__ABOUT THIS TASK__
Filter the entries that follow, copying every line in which the word "Answer" appears.

__TASK MATERIAL__

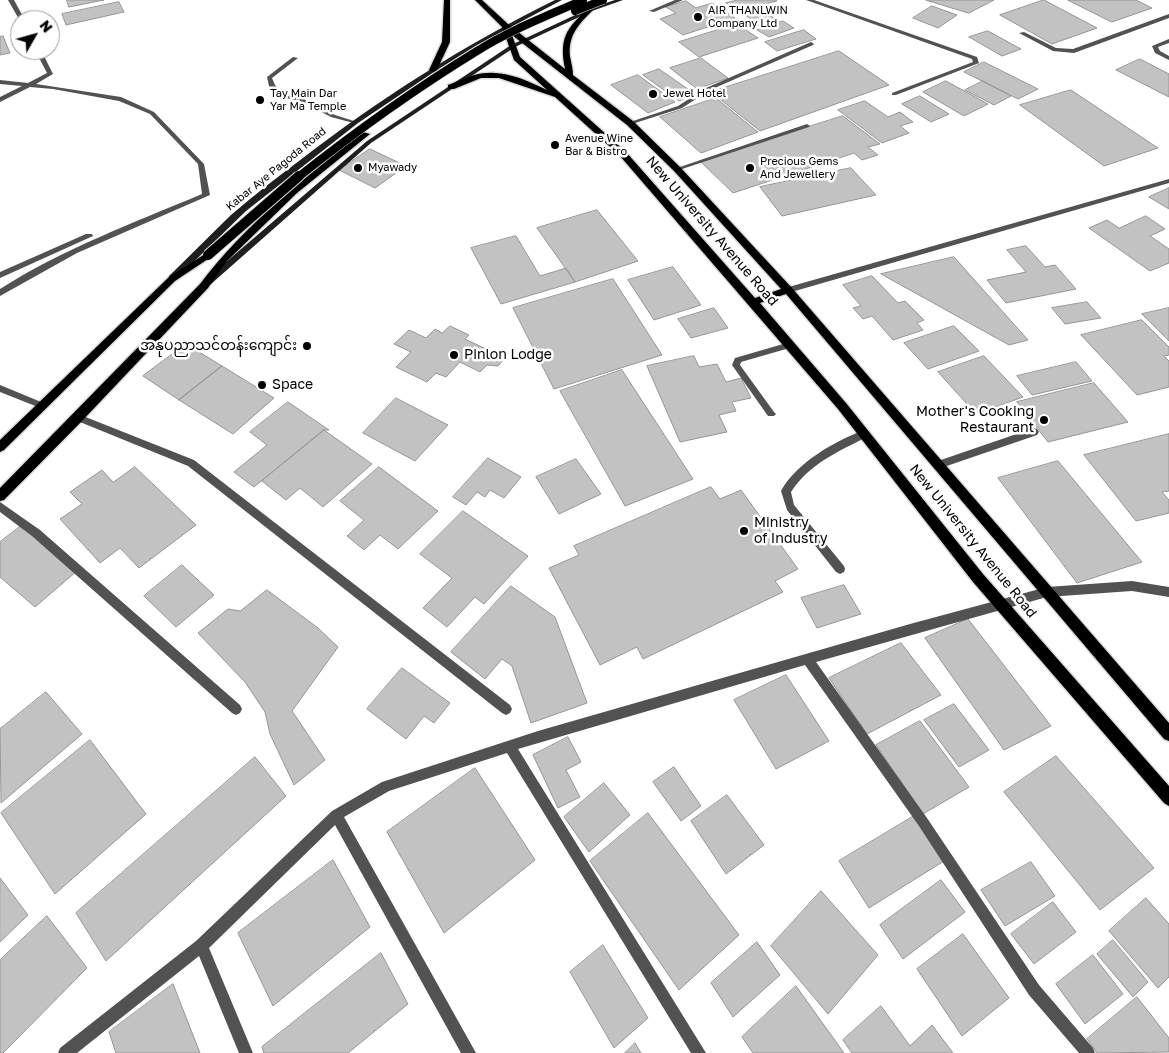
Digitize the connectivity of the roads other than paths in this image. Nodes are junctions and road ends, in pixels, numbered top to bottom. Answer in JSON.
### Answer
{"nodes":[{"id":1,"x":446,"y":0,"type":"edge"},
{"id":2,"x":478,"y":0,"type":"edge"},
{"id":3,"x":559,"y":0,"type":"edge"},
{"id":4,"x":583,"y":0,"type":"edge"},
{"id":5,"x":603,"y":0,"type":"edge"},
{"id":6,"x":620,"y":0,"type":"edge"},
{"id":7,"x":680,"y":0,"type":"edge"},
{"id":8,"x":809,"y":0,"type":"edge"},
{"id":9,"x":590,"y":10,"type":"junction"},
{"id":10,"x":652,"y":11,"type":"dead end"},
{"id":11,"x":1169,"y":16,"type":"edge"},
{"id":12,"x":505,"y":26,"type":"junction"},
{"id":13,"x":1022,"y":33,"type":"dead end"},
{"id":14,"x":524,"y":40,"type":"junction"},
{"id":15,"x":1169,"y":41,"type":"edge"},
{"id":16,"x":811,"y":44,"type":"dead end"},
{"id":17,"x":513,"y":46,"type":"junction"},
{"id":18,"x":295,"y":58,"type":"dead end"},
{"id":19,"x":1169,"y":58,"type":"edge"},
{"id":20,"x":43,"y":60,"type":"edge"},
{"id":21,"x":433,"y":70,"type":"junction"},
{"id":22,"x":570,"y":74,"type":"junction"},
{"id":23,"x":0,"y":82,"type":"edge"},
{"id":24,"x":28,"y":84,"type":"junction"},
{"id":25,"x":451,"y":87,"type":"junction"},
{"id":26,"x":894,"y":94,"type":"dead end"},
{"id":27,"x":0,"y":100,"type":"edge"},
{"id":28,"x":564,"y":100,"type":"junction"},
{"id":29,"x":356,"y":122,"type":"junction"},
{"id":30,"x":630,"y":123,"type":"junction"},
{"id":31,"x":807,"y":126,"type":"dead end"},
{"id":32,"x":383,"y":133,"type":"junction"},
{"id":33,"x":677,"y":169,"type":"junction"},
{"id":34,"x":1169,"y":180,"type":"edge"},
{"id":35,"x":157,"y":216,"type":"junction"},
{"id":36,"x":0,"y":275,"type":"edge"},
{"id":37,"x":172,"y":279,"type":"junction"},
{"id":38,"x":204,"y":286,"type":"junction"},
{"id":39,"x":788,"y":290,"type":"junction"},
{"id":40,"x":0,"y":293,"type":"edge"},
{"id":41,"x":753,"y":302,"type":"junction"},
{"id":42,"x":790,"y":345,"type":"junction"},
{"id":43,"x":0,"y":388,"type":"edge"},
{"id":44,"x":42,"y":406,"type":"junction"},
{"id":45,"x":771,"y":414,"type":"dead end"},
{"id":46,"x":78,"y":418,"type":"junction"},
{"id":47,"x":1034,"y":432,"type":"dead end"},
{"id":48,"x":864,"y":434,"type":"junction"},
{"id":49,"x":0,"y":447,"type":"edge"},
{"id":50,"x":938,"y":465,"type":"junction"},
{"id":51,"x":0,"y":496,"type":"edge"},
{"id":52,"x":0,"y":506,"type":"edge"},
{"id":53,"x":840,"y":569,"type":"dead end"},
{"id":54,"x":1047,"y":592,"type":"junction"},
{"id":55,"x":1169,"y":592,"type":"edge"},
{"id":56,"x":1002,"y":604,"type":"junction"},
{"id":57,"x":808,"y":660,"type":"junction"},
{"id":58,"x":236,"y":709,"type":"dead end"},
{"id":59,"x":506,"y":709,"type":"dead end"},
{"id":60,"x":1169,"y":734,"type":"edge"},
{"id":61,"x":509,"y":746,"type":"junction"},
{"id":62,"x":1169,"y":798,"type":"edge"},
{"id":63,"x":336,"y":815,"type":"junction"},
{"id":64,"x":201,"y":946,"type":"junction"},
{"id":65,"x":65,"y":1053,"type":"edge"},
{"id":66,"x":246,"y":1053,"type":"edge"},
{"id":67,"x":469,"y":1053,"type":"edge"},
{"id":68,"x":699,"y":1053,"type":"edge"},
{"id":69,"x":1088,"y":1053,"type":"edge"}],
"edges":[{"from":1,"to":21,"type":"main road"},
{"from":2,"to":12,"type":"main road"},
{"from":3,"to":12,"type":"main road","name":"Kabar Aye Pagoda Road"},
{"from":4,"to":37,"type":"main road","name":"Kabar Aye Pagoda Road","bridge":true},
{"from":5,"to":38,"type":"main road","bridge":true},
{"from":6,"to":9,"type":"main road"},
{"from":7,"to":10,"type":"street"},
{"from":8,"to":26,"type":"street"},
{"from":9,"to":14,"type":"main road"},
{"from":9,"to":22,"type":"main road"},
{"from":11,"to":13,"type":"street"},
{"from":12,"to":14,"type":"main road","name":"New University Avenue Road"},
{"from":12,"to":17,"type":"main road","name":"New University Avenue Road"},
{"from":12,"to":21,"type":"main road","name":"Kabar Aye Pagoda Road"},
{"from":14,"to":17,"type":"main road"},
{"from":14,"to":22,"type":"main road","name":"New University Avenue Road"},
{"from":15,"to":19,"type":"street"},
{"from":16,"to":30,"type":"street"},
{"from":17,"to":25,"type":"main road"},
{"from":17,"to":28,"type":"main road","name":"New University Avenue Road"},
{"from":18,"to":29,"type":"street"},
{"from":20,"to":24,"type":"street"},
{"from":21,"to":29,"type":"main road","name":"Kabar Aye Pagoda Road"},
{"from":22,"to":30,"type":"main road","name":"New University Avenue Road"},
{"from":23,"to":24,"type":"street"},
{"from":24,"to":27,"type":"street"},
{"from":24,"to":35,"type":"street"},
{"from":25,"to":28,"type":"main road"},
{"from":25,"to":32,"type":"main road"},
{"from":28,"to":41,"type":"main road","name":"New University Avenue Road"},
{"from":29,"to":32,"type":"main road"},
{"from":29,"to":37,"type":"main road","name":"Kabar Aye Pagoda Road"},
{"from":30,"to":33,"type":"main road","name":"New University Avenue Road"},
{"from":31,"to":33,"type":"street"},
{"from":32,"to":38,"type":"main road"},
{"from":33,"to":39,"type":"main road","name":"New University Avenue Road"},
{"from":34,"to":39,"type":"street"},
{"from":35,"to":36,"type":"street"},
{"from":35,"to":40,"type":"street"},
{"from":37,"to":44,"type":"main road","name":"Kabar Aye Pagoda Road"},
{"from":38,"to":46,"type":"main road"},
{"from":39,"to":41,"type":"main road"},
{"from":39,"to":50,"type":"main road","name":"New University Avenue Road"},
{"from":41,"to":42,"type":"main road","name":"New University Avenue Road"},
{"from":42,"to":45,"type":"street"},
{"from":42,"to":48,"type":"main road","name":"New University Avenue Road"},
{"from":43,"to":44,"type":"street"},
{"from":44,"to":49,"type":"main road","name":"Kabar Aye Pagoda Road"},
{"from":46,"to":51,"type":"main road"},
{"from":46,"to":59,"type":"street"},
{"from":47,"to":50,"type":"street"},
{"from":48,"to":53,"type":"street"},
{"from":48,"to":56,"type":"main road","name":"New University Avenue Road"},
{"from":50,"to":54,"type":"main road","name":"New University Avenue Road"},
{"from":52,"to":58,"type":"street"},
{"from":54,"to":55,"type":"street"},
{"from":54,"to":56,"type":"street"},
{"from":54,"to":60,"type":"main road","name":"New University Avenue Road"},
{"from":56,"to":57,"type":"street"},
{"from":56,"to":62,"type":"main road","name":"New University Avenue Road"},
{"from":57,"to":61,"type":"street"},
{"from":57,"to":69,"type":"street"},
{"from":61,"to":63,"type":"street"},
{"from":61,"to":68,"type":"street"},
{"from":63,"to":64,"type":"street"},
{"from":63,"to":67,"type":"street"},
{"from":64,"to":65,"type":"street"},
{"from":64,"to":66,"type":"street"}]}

* * *

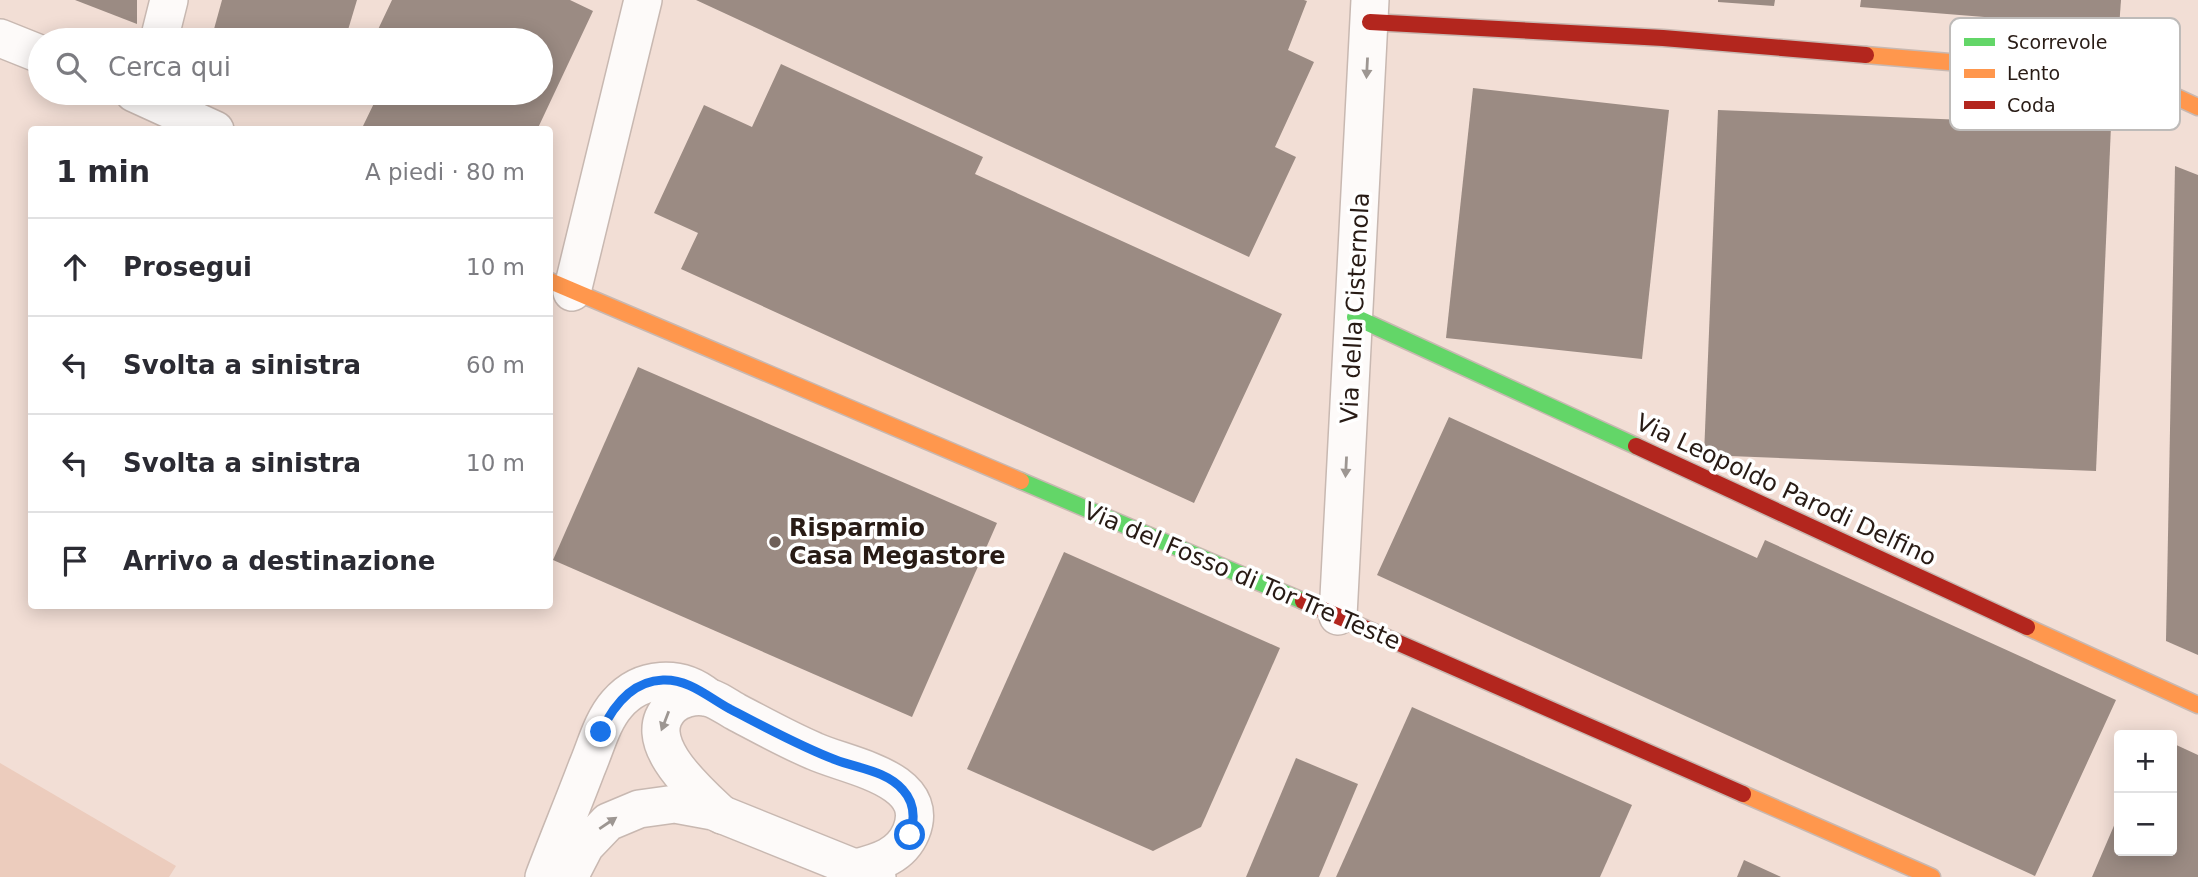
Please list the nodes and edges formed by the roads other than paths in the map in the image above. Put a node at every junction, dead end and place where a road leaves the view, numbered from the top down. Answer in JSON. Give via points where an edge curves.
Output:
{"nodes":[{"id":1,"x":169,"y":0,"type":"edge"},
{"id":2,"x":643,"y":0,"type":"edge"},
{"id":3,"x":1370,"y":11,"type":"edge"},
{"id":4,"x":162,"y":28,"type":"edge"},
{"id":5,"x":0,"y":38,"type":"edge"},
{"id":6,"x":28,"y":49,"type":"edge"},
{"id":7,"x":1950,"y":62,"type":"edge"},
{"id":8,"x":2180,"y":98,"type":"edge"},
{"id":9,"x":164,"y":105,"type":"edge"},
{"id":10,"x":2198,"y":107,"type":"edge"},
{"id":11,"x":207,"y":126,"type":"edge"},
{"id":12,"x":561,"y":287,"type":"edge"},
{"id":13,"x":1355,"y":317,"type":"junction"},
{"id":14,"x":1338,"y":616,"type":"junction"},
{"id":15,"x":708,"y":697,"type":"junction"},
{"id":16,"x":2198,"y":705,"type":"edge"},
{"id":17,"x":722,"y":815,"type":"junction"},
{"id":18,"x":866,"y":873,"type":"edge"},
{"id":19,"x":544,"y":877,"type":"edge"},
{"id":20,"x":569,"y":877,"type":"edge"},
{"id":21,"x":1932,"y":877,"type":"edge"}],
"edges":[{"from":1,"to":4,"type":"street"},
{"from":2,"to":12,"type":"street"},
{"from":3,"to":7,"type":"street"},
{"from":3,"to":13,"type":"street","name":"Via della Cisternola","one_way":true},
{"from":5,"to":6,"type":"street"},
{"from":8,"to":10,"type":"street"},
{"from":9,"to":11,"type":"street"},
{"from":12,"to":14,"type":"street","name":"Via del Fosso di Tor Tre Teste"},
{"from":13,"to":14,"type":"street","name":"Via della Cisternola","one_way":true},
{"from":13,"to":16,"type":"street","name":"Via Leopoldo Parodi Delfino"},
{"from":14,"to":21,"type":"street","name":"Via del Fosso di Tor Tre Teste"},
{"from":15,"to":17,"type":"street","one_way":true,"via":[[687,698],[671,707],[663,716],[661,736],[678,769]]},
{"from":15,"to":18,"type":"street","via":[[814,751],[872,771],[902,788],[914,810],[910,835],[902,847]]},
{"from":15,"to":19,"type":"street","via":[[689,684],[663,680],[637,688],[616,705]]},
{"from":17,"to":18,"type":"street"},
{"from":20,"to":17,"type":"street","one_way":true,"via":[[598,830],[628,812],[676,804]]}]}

...

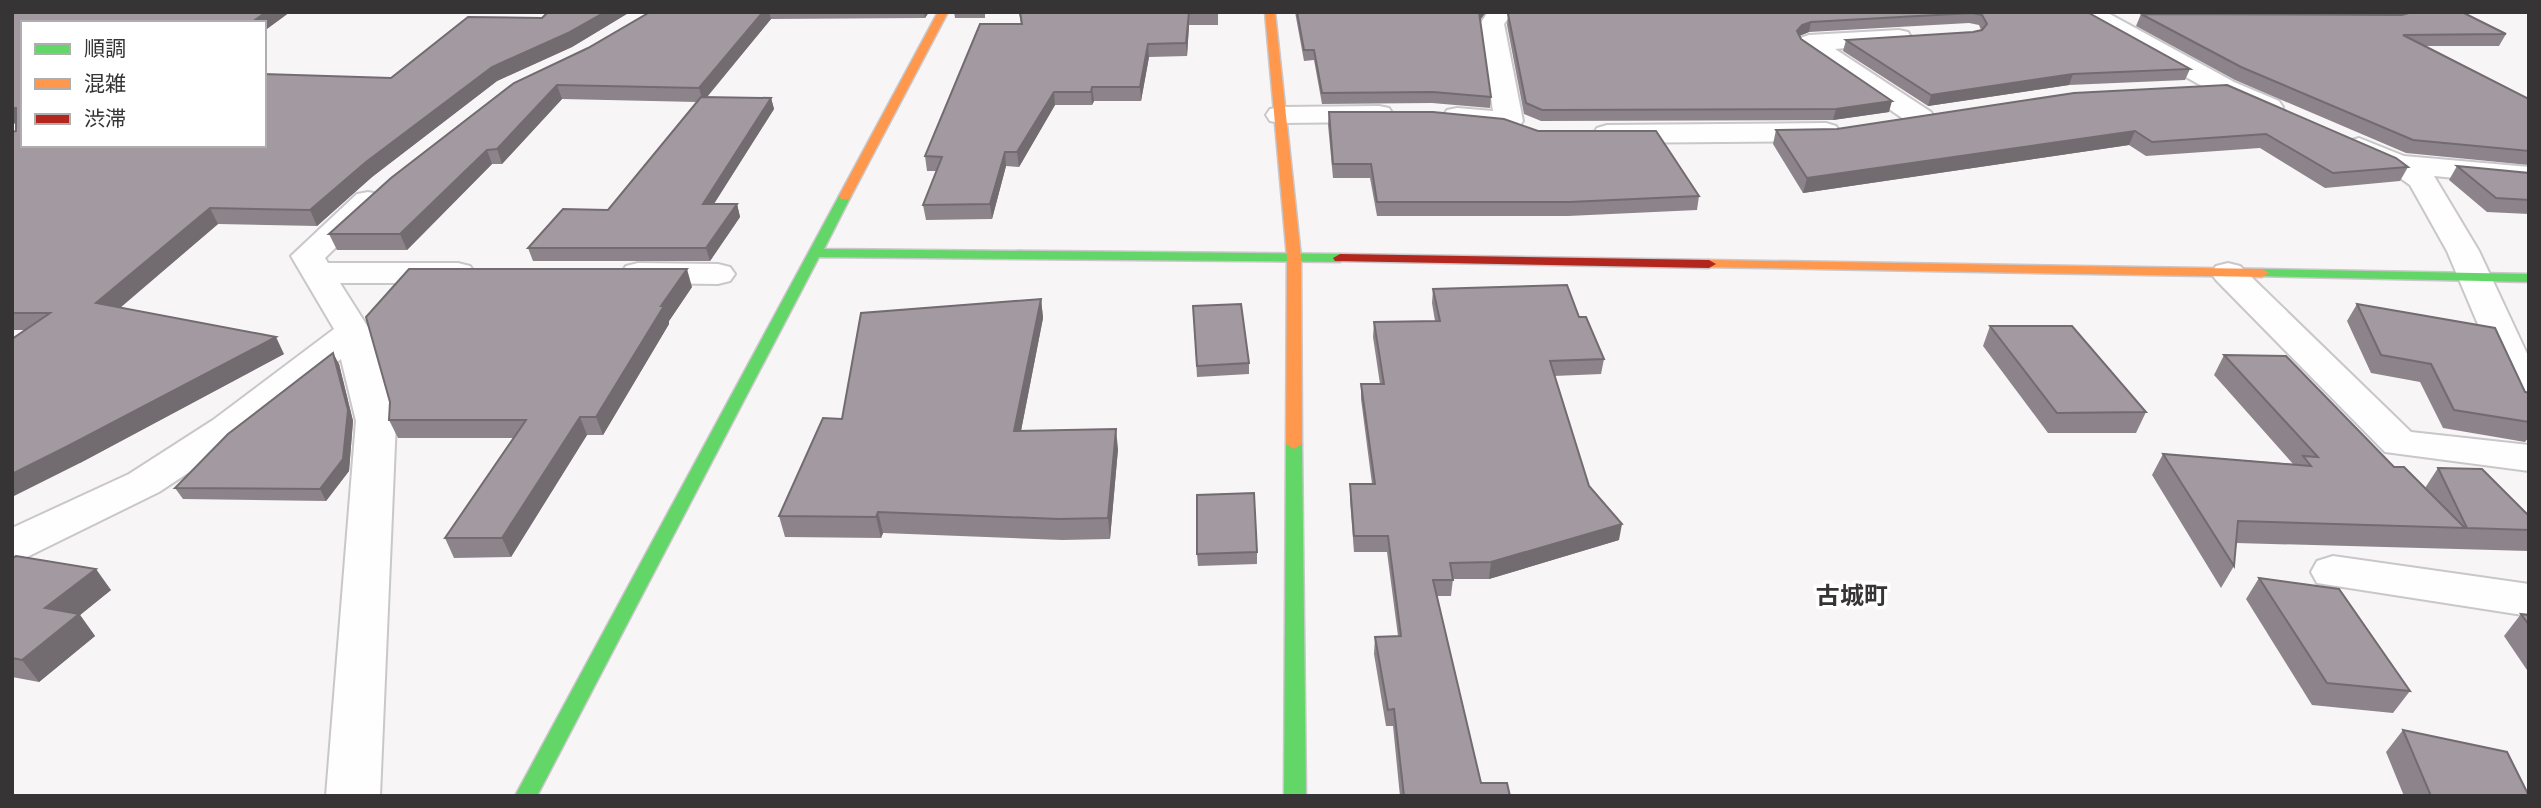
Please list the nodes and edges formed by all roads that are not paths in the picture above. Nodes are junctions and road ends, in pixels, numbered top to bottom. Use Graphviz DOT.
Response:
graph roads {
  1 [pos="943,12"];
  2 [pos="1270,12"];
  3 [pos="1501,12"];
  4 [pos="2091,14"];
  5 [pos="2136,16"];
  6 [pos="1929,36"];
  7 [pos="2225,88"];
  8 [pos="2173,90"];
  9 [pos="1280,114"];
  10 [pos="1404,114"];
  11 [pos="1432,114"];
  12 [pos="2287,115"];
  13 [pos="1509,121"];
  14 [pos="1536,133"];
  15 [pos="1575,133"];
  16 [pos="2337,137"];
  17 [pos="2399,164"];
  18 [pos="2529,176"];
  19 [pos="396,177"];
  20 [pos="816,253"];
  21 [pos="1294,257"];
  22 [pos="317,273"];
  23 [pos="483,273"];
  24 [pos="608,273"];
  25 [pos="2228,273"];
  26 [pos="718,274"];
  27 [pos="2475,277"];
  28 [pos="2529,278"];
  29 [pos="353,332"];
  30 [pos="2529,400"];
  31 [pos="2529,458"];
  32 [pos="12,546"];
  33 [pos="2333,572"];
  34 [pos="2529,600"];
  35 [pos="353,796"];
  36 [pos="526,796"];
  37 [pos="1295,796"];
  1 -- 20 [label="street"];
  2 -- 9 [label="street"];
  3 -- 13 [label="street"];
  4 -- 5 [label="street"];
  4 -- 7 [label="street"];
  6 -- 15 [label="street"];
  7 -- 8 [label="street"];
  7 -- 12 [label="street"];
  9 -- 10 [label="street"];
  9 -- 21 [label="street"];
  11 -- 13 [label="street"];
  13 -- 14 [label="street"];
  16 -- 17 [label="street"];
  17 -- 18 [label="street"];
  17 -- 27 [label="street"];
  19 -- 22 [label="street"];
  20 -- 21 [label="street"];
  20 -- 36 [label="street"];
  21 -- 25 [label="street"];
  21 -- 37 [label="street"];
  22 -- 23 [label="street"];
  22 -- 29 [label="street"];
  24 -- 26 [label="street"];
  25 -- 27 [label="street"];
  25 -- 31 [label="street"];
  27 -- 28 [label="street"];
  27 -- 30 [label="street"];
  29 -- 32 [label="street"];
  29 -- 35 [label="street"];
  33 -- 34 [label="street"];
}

__TASK RESPONSE__
Digitize the connectivity of the roads other than paths in this image. Nodes are junctions and road ends, in pixels, numbered top to bottom. Answer in JSON.
### Answer
Please list the nodes and edges formed by the roads other than paths in the map in the image above. Put a node at every junction, dead end and place where a road leaves the view, numbered from the top down. Answer in JSON. Give via points where an edge curves.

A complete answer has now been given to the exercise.